HARCHAND SINGH Vs. STATE OF PUNJAB

Decided On March 29, 1984
HARCHAND SINGH Appellant
V/S
STATE OF PUNJAB Respondents

JUDGEMENT

(1.) Harchand Singh and Surinder Singh appellants have by way of this appeal challenged the order of the Sessions Judge, Ropar, dated 18th August, 1983, convicting and sentencing them to three years, rigorous imprisonment and a fine of Rs. 500 each, in default further two months imprisonment each, under section 7 of the Essential Commodities Act.

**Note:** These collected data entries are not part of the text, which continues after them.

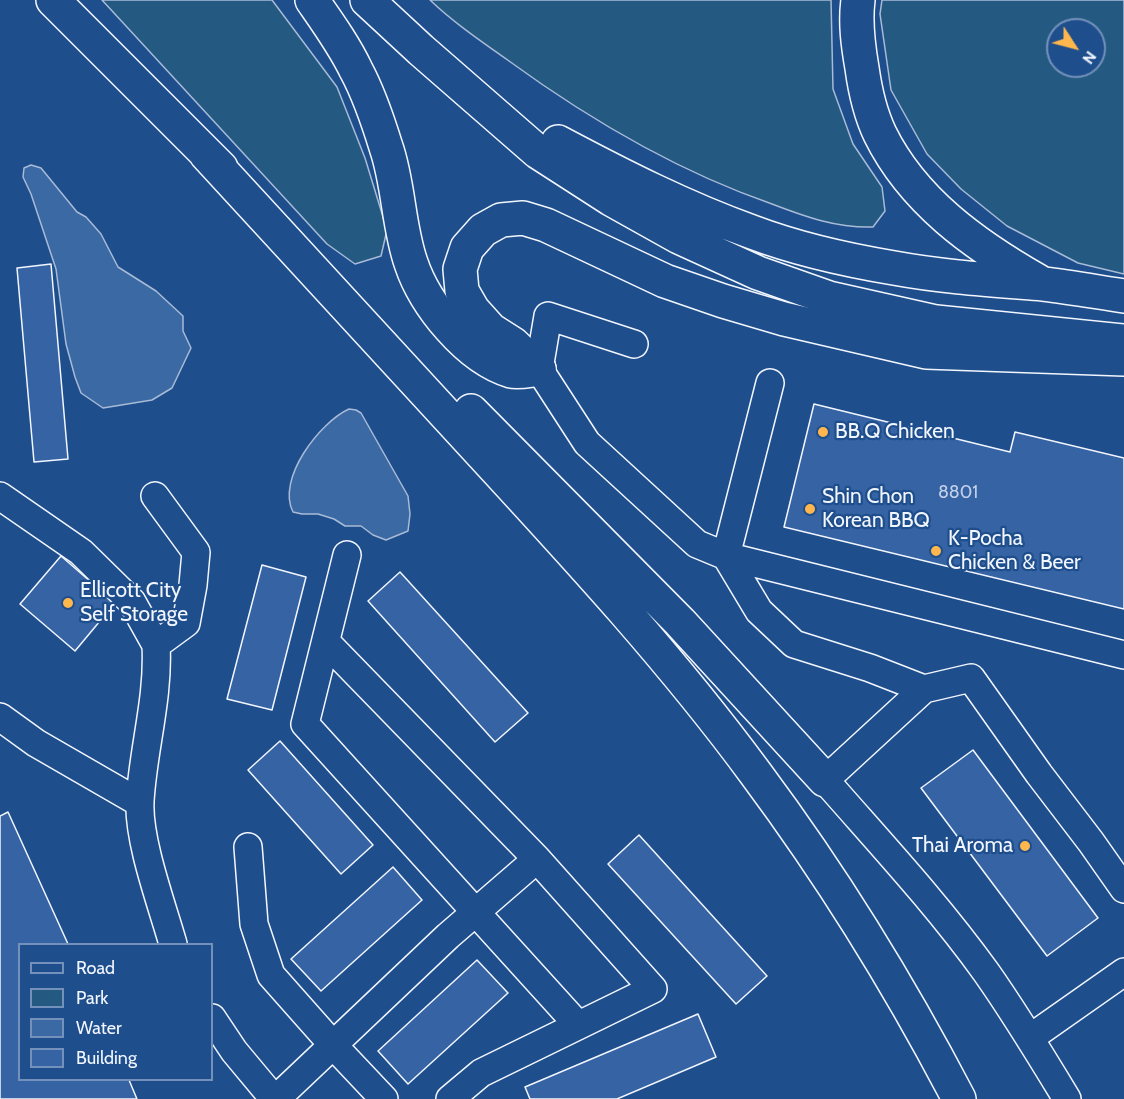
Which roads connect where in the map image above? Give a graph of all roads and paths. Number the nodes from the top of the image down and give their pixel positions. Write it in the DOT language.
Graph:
graph roads {
  1 [pos="53,0"];
  2 [pos="312,0"];
  3 [pos="367,0"];
  4 [pos="858,0"];
  5 [pos="421,50"];
  6 [pos="206,154"];
  7 [pos="1045,285"];
  8 [pos="1124,296"];
  9 [pos="1124,341"];
  10 [pos="634,344"];
  11 [pos="1124,359"];
  12 [pos="539,369"];
  13 [pos="770,383"];
  14 [pos="0,496"];
  15 [pos="154,496"];
  16 [pos="347,555"];
  17 [pos="726,556"];
  18 [pos="326,642"];
  19 [pos="156,645"];
  20 [pos="1124,655"];
  21 [pos="924,689"];
  22 [pos="0,717"];
  23 [pos="825,780"];
  24 [pos="140,802"];
  25 [pos="248,847"];
  26 [pos="537,859"];
  27 [pos="1124,889"];
  28 [pos="474,913"];
  29 [pos="172,943"];
  30 [pos="1124,972"];
  31 [pos="213,1019"];
  32 [pos="578,1025"];
  33 [pos="1030,1038"];
  34 [pos="333,1045"];
  35 [pos="275,1099"];
  36 [pos="384,1099"];
  37 [pos="450,1099"];
  38 [pos="959,1099"];
  39 [pos="1067,1099"];
  1 -- 6 [label="main road"];
  2 -- 12 [label="main road"];
  3 -- 5 [label="main road"];
  4 -- 7 [label="main road"];
  5 -- 7 [label="main road"];
  5 -- 9 [label="main road"];
  6 -- 23 [label="main road"];
  6 -- 38 [label="main road"];
  7 -- 8 [label="main road"];
  10 -- 12 [label="street"];
  11 -- 12 [label="main road"];
  12 -- 17 [label="street"];
  13 -- 17 [label="street"];
  14 -- 19 [label="street"];
  15 -- 19 [label="street"];
  16 -- 18 [label="street"];
  17 -- 20 [label="street"];
  17 -- 21 [label="street"];
  18 -- 26 [label="street"];
  18 -- 28 [label="street"];
  19 -- 24 [label="street"];
  21 -- 23 [label="street"];
  21 -- 27 [label="street"];
  22 -- 24 [label="street"];
  23 -- 33 [label="street"];
  24 -- 29 [label="street"];
  25 -- 34 [label="street"];
  26 -- 28 [label="street"];
  26 -- 32 [label="street"];
  28 -- 32 [label="street"];
  28 -- 34 [label="street"];
  30 -- 33 [label="street"];
  31 -- 35 [label="street"];
  32 -- 37 [label="street"];
  33 -- 39 [label="street"];
  34 -- 35 [label="street"];
  34 -- 36 [label="street"];
}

(2.) On the intervening night of 18th and 19th November, 1982, at about 3 a.m. Piara Singh Head Constable PW 2, Karam Chand Sub-Inspector of Food and Supplies Department PW 1 with the help of other police official had arranged a nakabandi at Sohana barrier when truck No. PBW 356 came from the side of village Landhran. A signal with a torch was given to the driver to stop the truck but the driver did not obey the signal. The truck was being driven by Harchand Singh appellant and Surinder Singh appellant was sitting by his side. The nakabandi party chased the truck in Government jeep and the truck was consequently made to stop about 2-1/2 km from where the Union Territory of Chandigarh starts. The truck was proceeding towards the Union Territory of Chandigarh. It was carrying 70 bags of paddy and some loose paddy. The whole of the paddy weighed 125 quintals. Neither of the appellants was in a position to show any permit to the nakabandi party. The truck was taken into possession vide memo Exhibit PA. Both the appellants were arrested and formal first information report Exhibit PB/1 was registered at Police Station, Mubarikpur. Since vide notification No GSR 92/CA/55. 5-3/81, dated 22nd October, 1981, paddy was declared as an essential commodity and the movement of the same outside Punjab from the State of Punjab was an offence, the appellants were challaned and convicted as stated above.

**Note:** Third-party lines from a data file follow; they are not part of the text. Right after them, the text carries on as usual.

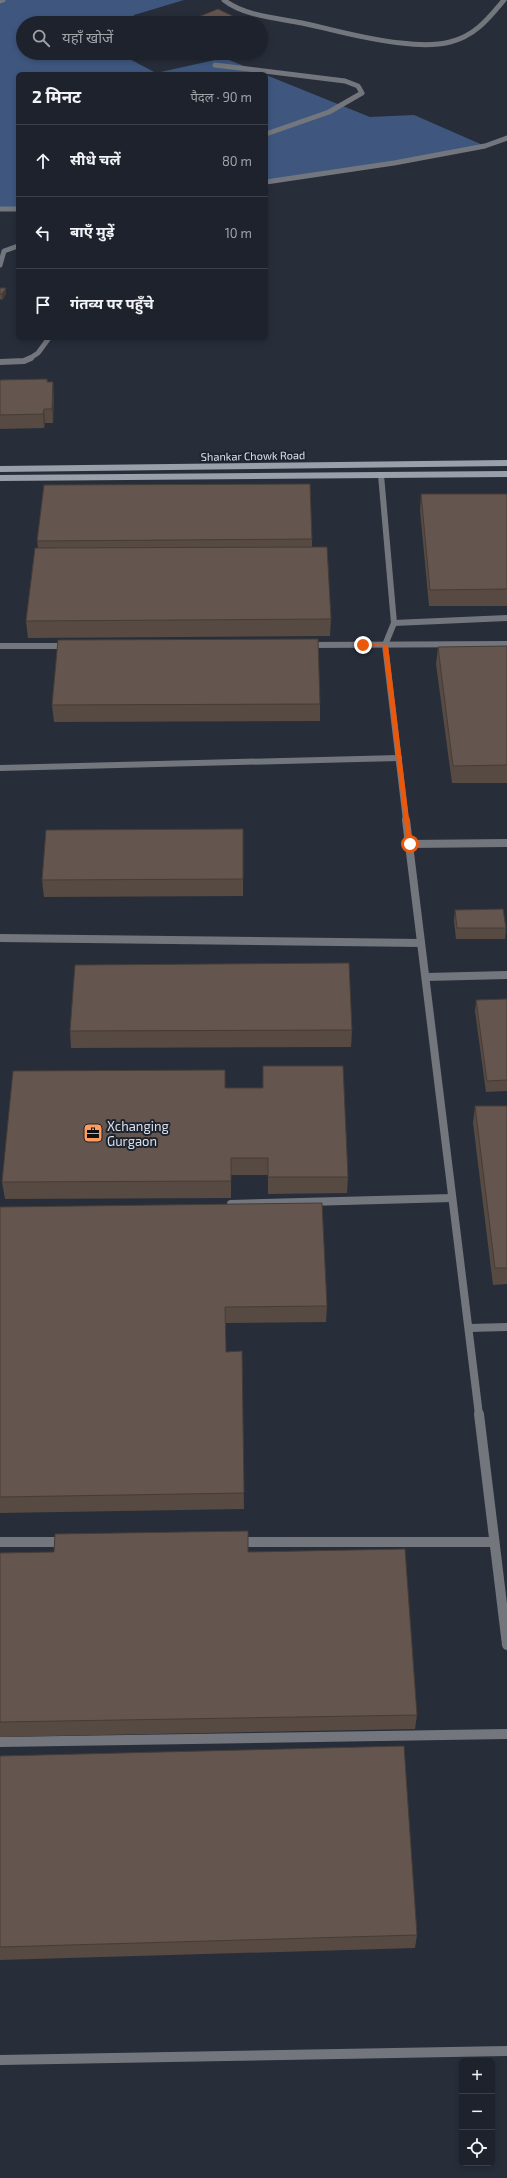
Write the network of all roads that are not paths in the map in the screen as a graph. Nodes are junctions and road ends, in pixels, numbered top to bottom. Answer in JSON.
{"nodes":[{"id":1,"x":224,"y":0,"type":"edge"},
{"id":2,"x":504,"y":0,"type":"edge"},
{"id":3,"x":267,"y":16,"type":"edge"},
{"id":4,"x":268,"y":16,"type":"edge"},
{"id":5,"x":215,"y":64,"type":"dead end"},
{"id":6,"x":268,"y":133,"type":"edge"},
{"id":7,"x":507,"y":138,"type":"edge"},
{"id":8,"x":268,"y":182,"type":"edge"},
{"id":9,"x":0,"y":209,"type":"edge"},
{"id":10,"x":16,"y":209,"type":"edge"},
{"id":11,"x":16,"y":246,"type":"edge"},
{"id":12,"x":0,"y":265,"type":"edge"},
{"id":13,"x":47,"y":340,"type":"edge"},
{"id":14,"x":0,"y":362,"type":"edge"},
{"id":15,"x":507,"y":463,"type":"edge"},
{"id":16,"x":0,"y":469,"type":"edge"},
{"id":17,"x":507,"y":474,"type":"edge"},
{"id":18,"x":381,"y":475,"type":"junction"},
{"id":19,"x":0,"y":478,"type":"edge"},
{"id":20,"x":507,"y":618,"type":"edge"},
{"id":21,"x":394,"y":623,"type":"junction"},
{"id":22,"x":507,"y":644,"type":"edge"},
{"id":23,"x":300,"y":645,"type":"edge"},
{"id":24,"x":385,"y":645,"type":"junction"},
{"id":25,"x":0,"y":646,"type":"edge"},
{"id":26,"x":71,"y":646,"type":"edge"},
{"id":27,"x":399,"y":758,"type":"junction"},
{"id":28,"x":0,"y":768,"type":"edge"},
{"id":29,"x":507,"y":842,"type":"edge"},
{"id":30,"x":410,"y":844,"type":"junction"},
{"id":31,"x":0,"y":938,"type":"edge"},
{"id":32,"x":422,"y":943,"type":"junction"},
{"id":33,"x":507,"y":975,"type":"edge"},
{"id":34,"x":426,"y":977,"type":"junction"},
{"id":35,"x":452,"y":1198,"type":"junction"},
{"id":36,"x":222,"y":1205,"type":"edge"},
{"id":37,"x":507,"y":1327,"type":"edge"},
{"id":38,"x":468,"y":1328,"type":"junction"},
{"id":39,"x":0,"y":1542,"type":"edge"},
{"id":40,"x":80,"y":1542,"type":"edge"},
{"id":41,"x":231,"y":1542,"type":"edge"},
{"id":42,"x":494,"y":1542,"type":"junction"},
{"id":43,"x":506,"y":1633,"type":"edge"},
{"id":44,"x":507,"y":1645,"type":"edge"},
{"id":45,"x":507,"y":1734,"type":"edge"},
{"id":46,"x":0,"y":1742,"type":"edge"},
{"id":47,"x":507,"y":2051,"type":"edge"},
{"id":48,"x":0,"y":2060,"type":"edge"}],
"edges":[{"from":1,"to":3,"type":"lane"},
{"from":2,"to":4,"type":"lane"},
{"from":5,"to":6,"type":"lane"},
{"from":7,"to":8,"type":"lane"},
{"from":9,"to":10,"type":"lane"},
{"from":11,"to":12,"type":"lane"},
{"from":13,"to":14,"type":"lane"},
{"from":15,"to":16,"type":"main road","name":"Shankar Chowk Road"},
{"from":17,"to":18,"type":"main road","name":"Shankar Chowk Road"},
{"from":18,"to":19,"type":"main road","name":"Shankar Chowk Road"},
{"from":18,"to":21,"type":"lane"},
{"from":20,"to":21,"type":"lane"},
{"from":21,"to":24,"type":"lane"},
{"from":22,"to":24,"type":"lane"},
{"from":23,"to":24,"type":"lane"},
{"from":24,"to":27,"type":"lane"},
{"from":25,"to":26,"type":"lane"},
{"from":27,"to":28,"type":"lane"},
{"from":27,"to":30,"type":"lane"},
{"from":29,"to":30,"type":"lane"},
{"from":30,"to":32,"type":"lane"},
{"from":31,"to":32,"type":"lane"},
{"from":32,"to":34,"type":"lane"},
{"from":33,"to":34,"type":"lane"},
{"from":34,"to":35,"type":"lane"},
{"from":35,"to":36,"type":"lane"},
{"from":35,"to":38,"type":"lane"},
{"from":37,"to":38,"type":"lane"},
{"from":38,"to":42,"type":"lane"},
{"from":39,"to":40,"type":"lane"},
{"from":41,"to":42,"type":"lane"},
{"from":42,"to":43,"type":"lane"},
{"from":43,"to":44,"type":"lane"},
{"from":45,"to":46,"type":"lane"},
{"from":47,"to":48,"type":"lane"}]}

(3.) Admittedly, the truck was apprehended at a short distance from the boundary of the Union Territory, Chandigarh. The question which therefore, calls for determination is as to whether the presence of the truck at a short distance from the Union Territory, Chandigarh, would amount to an attempt to commit an offence. There is a thin line between preparation for an offence and an attempt to commit an offence. It has to be decided on the facts and circumstances of each case whether the act would amount to a mere preparation to commit an offence or would be termed as an attempt to commit an offence. The appellants would have changed their mind at any place short of the boundary of the Union Territory, Chandigarh. So, in this situation, it cannot be said that it was an attempt to commit an offence. Mr. S.K. Pipat, learned counsel for the appellants, has placed reliance on a Single Bench authority of this Court Mohinder Singh and another v. State of Haryana, 1983 1 CurLR 76, wherein in a similar situation it was held that the act of the accused did not amount to an attempt since an option was with them to change their mind before the offence was committed. Apart from this, defence taken up by the appellants was that they wanted to go to Kharar. That being part of the Punjab State, I think that the defence itself is plausible and there is nothing to suggest that the defence plea was incorrect. Consequently, I am of the view that the case against the appellants does not stand proved beyond reasonable doubt. I give the appellants the benefit of doubt and acquit them of the charge against them. The fine, if paid, would be returned to the appellants. Order accordingly.